View Full Version : Worried about father getting more visitation than he can handle
lovingmother86
Jun 29, 2011, 12:45 PM
My baby's father and I have been together for 2 years. During those 2 years he has emotionally abused me, cheated on me, and even left me to walk home while I was 5 months pregnant and stayed at his girlfriends house. He left me when I was 6 months pregnant for another woman but stuck around long enough to allow me to have our daughter and go back to work. When I did go back to work, he was responsible for watching her. The first time I left her, he sent me a pic of her in her boppie with a beer bottle wedged in next to her... I was crushed. Then the next few times I would come home and he hasn't changed her diaper in hours and its to the point where her clothes are wet. I went to change her once and she had caked and dried poop all down her leg like it had been there for hours.
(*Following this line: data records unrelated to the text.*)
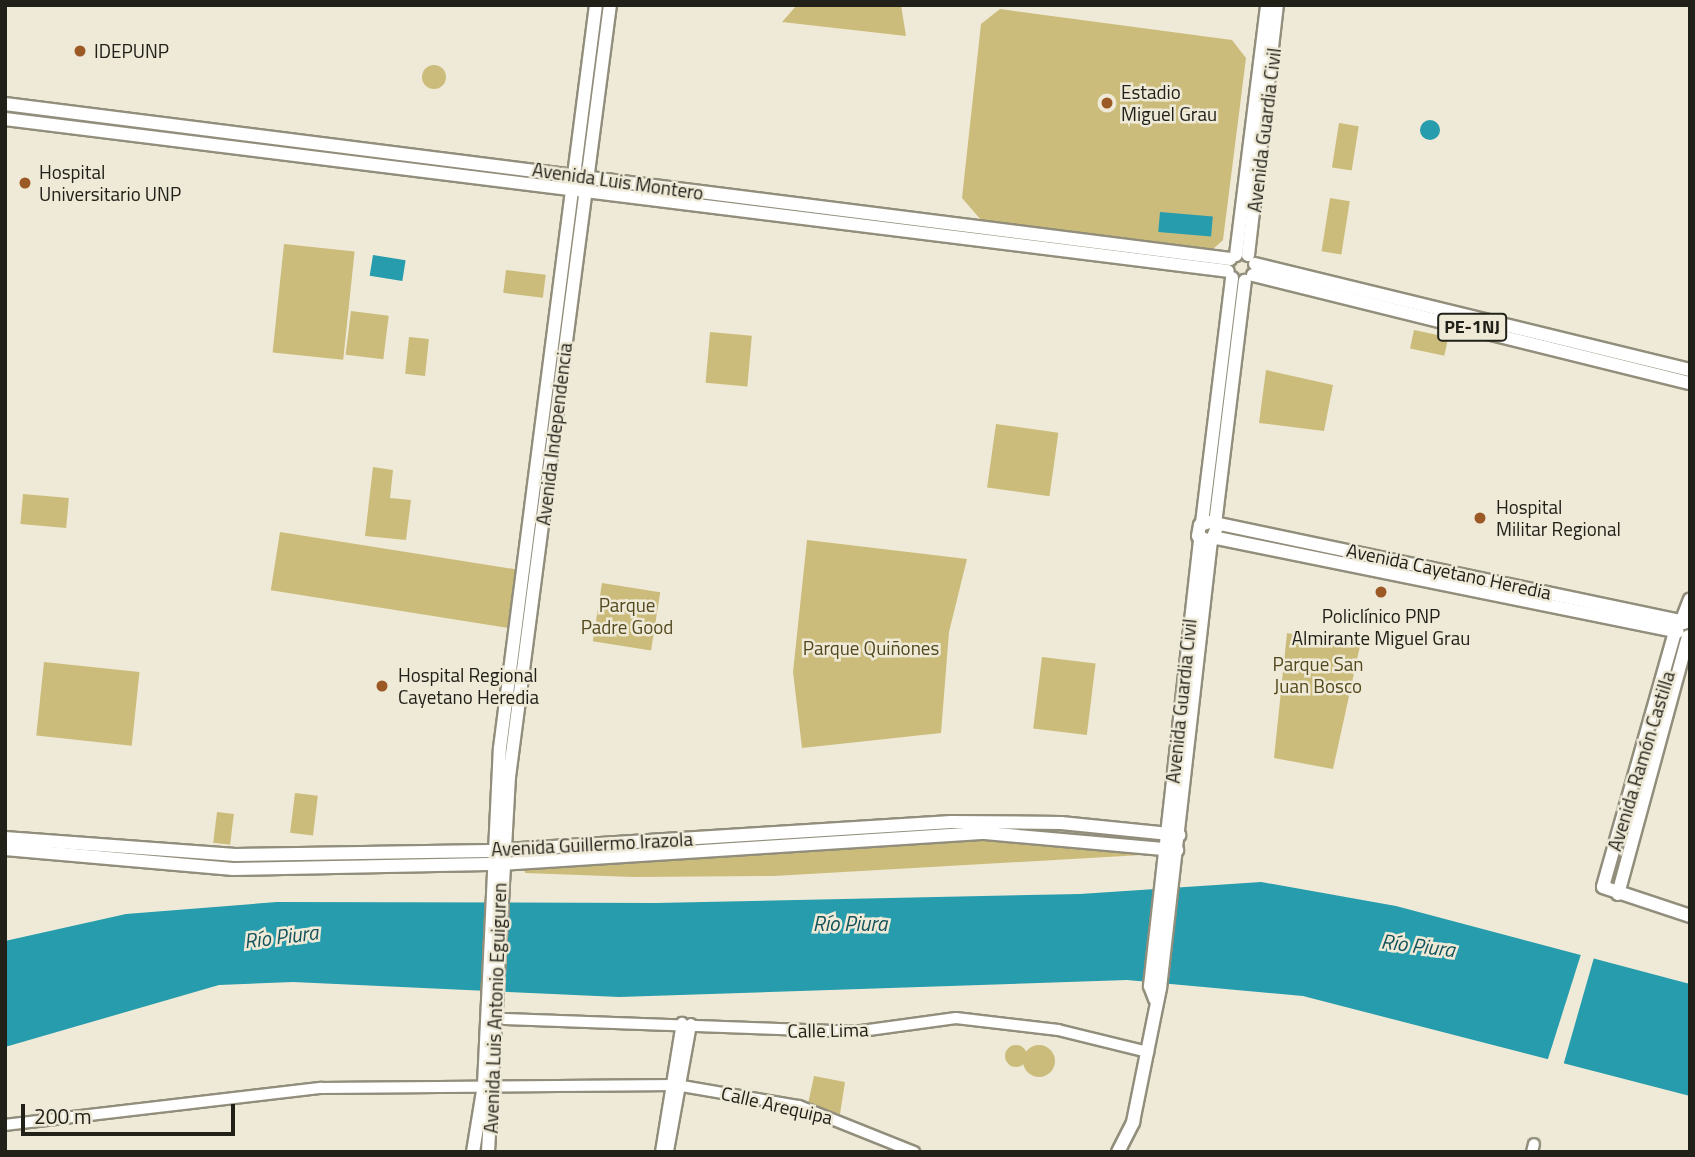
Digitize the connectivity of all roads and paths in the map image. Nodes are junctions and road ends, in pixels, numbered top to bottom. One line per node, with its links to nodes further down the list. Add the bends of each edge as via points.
1 (596, 5): 7 (main road, Avenida Independencia)
2 (610, 5): 8 (main road, Avenida Independencia)
3 (1267, 5): 11 (main road, Avenida Guardia Civil)
4 (1277, 5): 11 (main road, Avenida Guardia Civil)
5 (5, 104): 7 (main road, Avenida Luis Montero)
6 (5, 119): 9 (main road, Avenida Luis Montero)
7 (573, 175): 8 (main road, Avenida Luis Montero); 9 (main road, Avenida Independencia)
8 (587, 177): 10 (main road, Avenida Independencia); 11 (main road, Avenida Luis Montero)
9 (571, 189): 10 (main road, Avenida Luis Montero); 24 (main road, Avenida Independencia)
10 (585, 191): 11 (main road, Avenida Luis Montero); 24 (main road, Avenida Independencia)
11 (1241, 267): 12 (main road, Avenida Luis Montero / PE-1NJ); 15 (main road, Avenida Guardia Civil)
12 (1659, 369): 13 (main road, Avenida Luis Montero / PE-1NJ); 14 (main road, Avenida Luis Montero / PE-1NJ)
13 (1690, 370)
14 (1690, 383)
15 (1210, 532): 17 (main road, Avenida Cayetano Heredia); 19 (main road, Avenida Guardia Civil)
16 (1690, 599): 17 (main road, Avenida Ramón Castilla)
17 (1683, 628): 26 (main road, Avenida Ramón Castilla); 26 (main road, Avenida Ramón Castilla, via 1603,887)
18 (1131, 829): 19 (main road, Avenida Guillermo Irazola); 21 (main road); 24 (main road, Avenida Guillermo Irazola, via 951,822)
19 (1173, 835): 23 (main road, Avenida Guardia Civil)
20 (5, 838): 25 (main road, Avenida Guillermo Irazola, via 235,855)
21 (1129, 844): 23 (main road, Avenida Guillermo Irazola); 24 (main road, Avenida Guillermo Irazola, via 950,834)
22 (5, 849): 25 (main road, Avenida Guillermo Irazola, via 233,869)
23 (1172, 850): 30 (main road, Avenida Guardia Civil)
24 (496, 857): 25 (main road, Avenida Guillermo Irazola); 28 (main road, Avenida Luis Antonio Eguiguren)
25 (413, 859)
26 (1618, 894): 27 (main road)
27 (1690, 916)
28 (497, 1011): 29 (street, Calle Lima); 31 (main road, Avenida Luis Antonio Eguiguren)
29 (686, 1024): 30 (street, Calle Lima, via 854,1032 946,1019 1000,1021); 32 (street)
30 (1148, 1052): 39 (main road, Avenida Guardia Civil, via 1133,1122)
31 (490, 1085): 32 (street, Calle Arequipa); 33 (street, Calle Arequipa, via 321,1088); 34 (main road, Avenida Luis Antonio Eguiguren); 35 (main road, Avenida Luis Antonio Eguiguren)
32 (680, 1085): 36 (street); 37 (street); 38 (street, Calle Arequipa, via 799,1106)
33 (5, 1125)
34 (473, 1152)
35 (488, 1152)
36 (661, 1152)
37 (668, 1152)
38 (914, 1152)
39 (1118, 1152)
He also doesn't play with her. He will sit with her in his lap and watch TV... when she fusses he puts her in her chair. He now lives with someone who has parties every weekend and someone else who abuses and sells pills and I don't trust him to take her over there. He has a very checkered past. He was in prison for 2 years for selling methamphetamines. When he got out, he lived with his brother and their 3 kids and relapsed; he got a ticket for a meth pipe he had on him. I'm worried he's going to relapse again. There were times that he would blow through 900 dollars in a week and have nothing to show for it. Does he have a chance of getting partial custody from a parent that has no past and is completely devoted to her daughter? Im so afraid that he will have her over night and neglect her needs.
JudyKayTee
Jun 29, 2011, 12:53 PM
You need to go to Court, prove paternity, ask for support. He will probably ask for visitation and/or custody. You need to PROVE that he is a danger to your child. I trust you have the photographs. Just so I understand this - you continued to allow him to babysit with the child after you came home to soaked and soiled diapers, your daughter caked with her own waste?
And the brutal truth is that you lived with, had sex with and conceived a child with a known addict, abusive to you in several ways? The Court may very well also question your judgment. Why would you have a child with this man?
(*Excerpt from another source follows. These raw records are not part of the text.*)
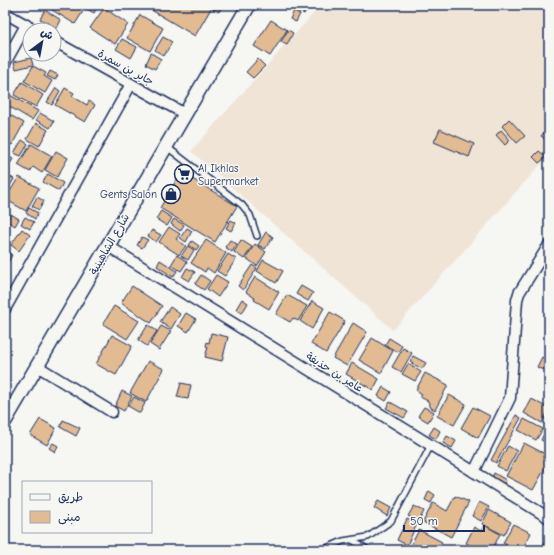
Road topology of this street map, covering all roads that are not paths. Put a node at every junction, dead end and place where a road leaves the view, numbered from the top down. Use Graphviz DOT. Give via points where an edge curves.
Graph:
graph roads {
  1 [pos="249,5"];
  2 [pos="5,13"];
  3 [pos="22,23"];
  4 [pos="22,40"];
  5 [pos="62,45"];
  6 [pos="5,63"];
  7 [pos="131,84"];
  8 [pos="185,114"];
  9 [pos="166,146"];
  10 [pos="257,236"];
  11 [pos="549,245"];
  12 [pos="108,246"];
  13 [pos="5,309"];
  14 [pos="37,366"];
  15 [pos="112,412"];
  16 [pos="5,421"];
  17 [pos="431,446"];
  18 [pos="474,472"];
  19 [pos="549,518"];
  20 [pos="352,540"];
  21 [pos="549,547"];
  22 [pos="322,550"];
  23 [pos="368,550"];
  24 [pos="548,550"];
  1 -- 8 [label="street, شارع الشاهينية"];
  2 -- 3 [label="street"];
  4 -- 6 [label="street"];
  5 -- 7 [label="street, جابر بن سمرة"];
  7 -- 8 [label="street, جابر بن سمرة"];
  7 -- 13 [label="street"];
  8 -- 9 [label="street, شارع الشاهينية"];
  9 -- 10 [label="lane" via="242,205 252,220"];
  9 -- 12 [label="street, شارع الشاهينية"];
  11 -- 18 [label="street" via="519,293 509,402"];
  12 -- 14 [label="street, شارع الشاهينية"];
  12 -- 17 [label="street, عامر بن حذيفة"];
  14 -- 15 [label="street"];
  14 -- 16 [label="street, شارع الشاهينية"];
  17 -- 18 [label="street, عامر بن حذيفة"];
  17 -- 20 [label="lane" via="391,521 368,537"];
  18 -- 19 [label="street, عامر بن حذيفة"];
  20 -- 22 [label="lane"];
  20 -- 23 [label="lane"];
  21 -- 24 [label="street"];
}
You are now tied to him for the rest of your life, and I suspect your daughter's life will be complicated by him.
Fr_Chuck
Jun 29, 2011, 06:48 PM
Unless you can prove he neglects the child, and unless you can prove that he is currently using or selling drugs and this is a danger to the child, he will get more visits fairly easily.
lovingmother86
Jul 3, 2011, 05:19 PM
This is supposed to be a site to offer HELPFUL advice. I suggest that you ask more questions about the situation before you seemingly attack me and make it seem like I am not a devoted mother. First of all, no one automatically thinks they have to protect their child from their father until things like this happen. Second, she was not planned. I was on birht control and still conceived. If you don't have anything helpful to say then don't comment
Fr_Chuck
Jul 3, 2011, 05:36 PM
I am sorry but Judy is being honest, you will end up in court and may be questioned by judge or the ex's attorney as to your role in things early on. Remember if he was a drug user and you were living with him, that may even make the court suspect you use drugs also. That will be what his attorney is going to try and do.
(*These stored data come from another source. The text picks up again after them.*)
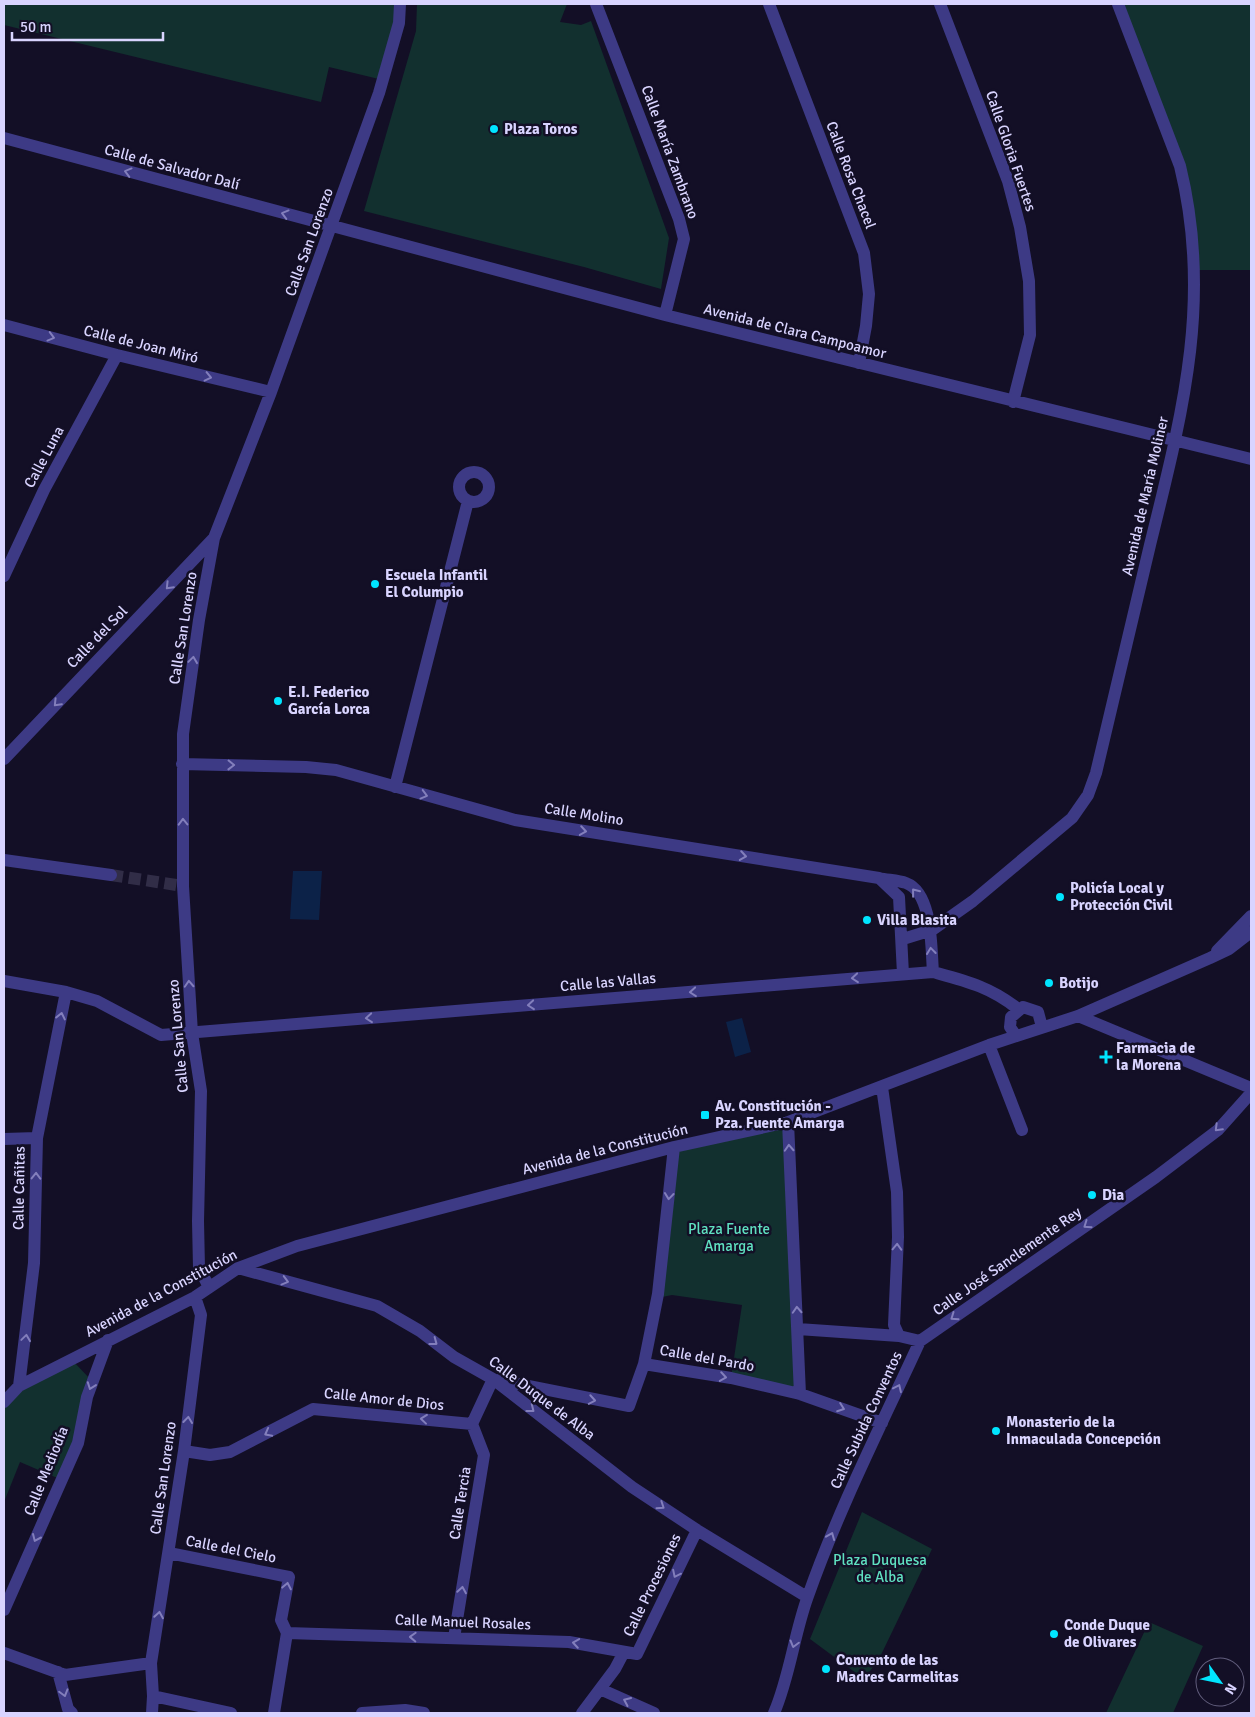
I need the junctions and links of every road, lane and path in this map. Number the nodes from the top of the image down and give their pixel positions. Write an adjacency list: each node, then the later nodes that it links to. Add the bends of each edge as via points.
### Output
1 (400, 4): 7 (street, Calle San Lorenzo, via 399,23 379,93)
2 (596, 4): 8 (street, Calle María Zambrano, via 684,239)
3 (769, 4): 11 (street, Calle Rosa Chacel, via 864,253 869,294)
4 (940, 4): 13 (street, Calle Gloria Fuertes, via 1008,181 1020,227 1029,281 1030,335)
5 (1118, 4): 14 (street, Avenida de María Moliner, via 1180,166 1194,245 1192,339)
6 (4, 138): 7 (street, Calle de Salvador Dalí, one-way to 6)
7 (332, 227): 8 (street, Avenida de Clara Campoamor); 12 (street, Calle San Lorenzo)
8 (665, 315): 11 (street, Avenida de Clara Campoamor)
9 (4, 325): 10 (street, Calle de Joan Miró, one-way to 10)
10 (116, 355): 12 (street, Calle de Joan Miró, one-way to 12); 18 (street, Calle Luna)
11 (859, 363): 13 (street, Avenida de Clara Campoamor)
12 (271, 392): 17 (street, Calle San Lorenzo)
13 (1013, 402): 14 (street, Avenida de Clara Campoamor)
14 (1174, 440): 15 (street, Avenida de Clara Campoamor); 27 (street, Avenida de María Moliner, via 1088,795 1072,818 973,901)
15 (1251, 459)
16 (468, 500): 22 (street)
17 (214, 538): 20 (street, Calle del Sol, one-way to 20); 21 (street, Calle San Lorenzo, one-way to 17, via 183,734 199,620)
18 (8, 554): 19 (street, Calle Luna)
19 (4, 576)
20 (4, 759)
21 (182, 764): 22 (street, Calle Molino, one-way to 22, via 336,770); 38 (street, Calle San Lorenzo, one-way to 21, via 183,886)
22 (395, 787): 25 (street, Calle Molino, one-way to 25, via 515,820)
23 (4, 860): 24 (street)
24 (111, 875)
25 (879, 878): 27 (street, Calle Molino, one-way to 25, via 917,892 907,883); 29 (street, via 899,897)
26 (1251, 916): 30 (street)
27 (932, 930): 29 (street, Avenida de María Moliner); 31 (street, Calle Molino, one-way to 27)
28 (1251, 932): 30 (street, Avenida de la Constitución, via 1229,949)
29 (902, 939): 32 (street)
30 (1210, 958): 36 (street, Avenida de la Constitución)
31 (933, 972): 32 (street, Calle las Vallas); 35 (street, Calle las Vallas, via 976,983)
32 (903, 974): 38 (street, Calle las Vallas, one-way to 38)
33 (4, 981): 34 (street, Calle las Vallas)
34 (66, 992): 38 (street, Calle las Vallas, via 97,1001 161,1035); 46 (street, Calle Cañitas, one-way to 34)
35 (1018, 1009): 37 (street, Calle las Vallas, via 1028,1007 1038,1012); 39 (street, via 1010,1022)
36 (1078, 1016): 37 (street, Avenida de la Constitución); 42 (street)
37 (1042, 1027): 39 (street, Avenida de la Constitución)
38 (192, 1033): 50 (street, Calle San Lorenzo, via 201,1091 199,1268)
39 (1016, 1036): 40 (street, Avenida de la Constitución)
40 (989, 1045): 41 (street, Avenida de la Constitución); 45 (street)
41 (882, 1087): 44 (street, Avenida de la Constitución); 53 (street, Calle Subida Conventos, one-way to 41, via 894,1325 897,1192)
42 (1251, 1088)
43 (1251, 1093): 55 (street, Calle José Sanclemente Rey, one-way to 55, via 1218,1130 1156,1177)
44 (788, 1122): 48 (street, Avenida de la Constitución); 52 (street, one-way to 44)
45 (1022, 1130)
46 (37, 1138): 47 (street); 58 (street, Calle Cañitas, one-way to 46, via 34,1263)
47 (4, 1140)
48 (674, 1147): 49 (street, Avenida de la Constitución, via 297,1246); 56 (street, one-way to 56, via 658,1294)
49 (238, 1268): 50 (street, Avenida de la Constitución); 57 (street, Calle Duque de Alba, one-way to 57, via 377,1306)
50 (208, 1287): 51 (street, Avenida de la Constitución)
51 (195, 1297): 54 (street, Avenida de la Constitución); 63 (street, Calle San Lorenzo, one-way to 51, via 201,1315)
52 (798, 1329): 53 (street); 59 (street)
53 (899, 1336): 55 (street, Calle Subida Conventos)
54 (108, 1340): 58 (street, Avenida de la Constitución); 67 (street, Calle Mediodía, one-way to 67, via 87,1397 78,1443)
55 (920, 1341): 61 (street, Calle Subida Conventos, one-way to 55)
56 (644, 1364): 57 (street, Calle del Pardo, one-way to 56, via 629,1406); 59 (street, Calle del Pardo, one-way to 59, via 732,1378)
57 (493, 1379): 62 (street); 64 (street, Calle Duque de Alba, one-way to 64, via 632,1487)
58 (19, 1386): 60 (street, Avenida de la Constitución)
59 (800, 1394): 61 (street, Calle del Pardo, one-way to 61)
60 (4, 1402)
61 (882, 1423): 66 (street, Calle Subida Conventos, one-way to 61, via 839,1516)
62 (472, 1424): 63 (street, Calle Amor de Dios, one-way to 63, via 313,1409 230,1452); 69 (street, Calle Tercia, one-way to 62, via 484,1455)
63 (184, 1451): 65 (street, Calle San Lorenzo)
64 (697, 1530): 66 (street, Calle Duque de Alba); 72 (street, Calle Procesiones, one-way to 72)
65 (169, 1553): 68 (street, Calle del Cielo, one-way to 65, via 281,1620 289,1577); 73 (street, Calle San Lorenzo, one-way to 65)
66 (807, 1597): 86 (street, Calle Subida Conventos, one-way to 86)
67 (4, 1610)
68 (287, 1633): 69 (street, Calle Manuel Rosales, one-way to 68); 81 (street)
69 (454, 1638): 70 (street, Calle Manuel Rosales, one-way to 69, via 569,1642)
70 (624, 1652): 72 (street, Calle Manuel Rosales); 75 (street)
71 (4, 1653): 74 (street)
72 (637, 1654)
73 (151, 1663): 74 (street, via 65,1675); 76 (street, Calle San Lorenzo)
74 (58, 1672): 78 (street, one-way to 78)
75 (600, 1689): 84 (street); 85 (street, one-way to 75)
76 (153, 1696): 79 (street); 80 (street)
77 (405, 1712): 82 (street); 83 (street)
78 (72, 1713)
79 (152, 1713)
80 (231, 1713)
81 (274, 1713)
82 (362, 1713)
83 (424, 1713)
84 (582, 1713)
85 (654, 1713)
86 (774, 1713)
And you may know all sorts of things about him but knowing it and proving it in court is not the same
ScottGem
Jul 3, 2011, 06:17 PM
Comments on this post
lovingmother86 does not find this helpful : she is seemingly attacking me and drawing her own conclusions about things that I didn't even mention
First, may I call your attention to the guidelines for using the comments feature found here:
https://www.askmehelpdesk.com/feedback/using-comments-feature-24951.html
Yes this site does offer helpful advice. We don't just tell you what you want to hear but we try to tell you the reality. When answering we have to go by what you tell us. Yes we can ask for more information, but you gave us a lot on your initial post. You said you had been together for 2 years and that he emotionally abused you for those 2 years. Isn't that what you said? You also spoke about his "very checkered past". And you did have sex with this person. Whether you used birth control or not, engaging in sex runs the risk of pregnancy.
So what Judy was doing was being very helpful. She was preparing you for what will happen when you go to court. She was trying to make you aware of the things a court will look at when deciding custody and visitation. You make not think that being helpful, but it very definitely was. She did not say you weren't a devoted mother. And yes, one can suspect a person will not be a good father when they are a drug addict and abuser.
Judy also gave you good advice, about going to court, establishing paternity and a custody/support/visitation agreement. Hopefully, with his history, you can get supervised visitation or no visitation. But that will be up to the court who will look at all the factors.
Frankly, you owe Judy an apology. She told you the truth. The truth may hurt sometimes, but its usually helpful to know.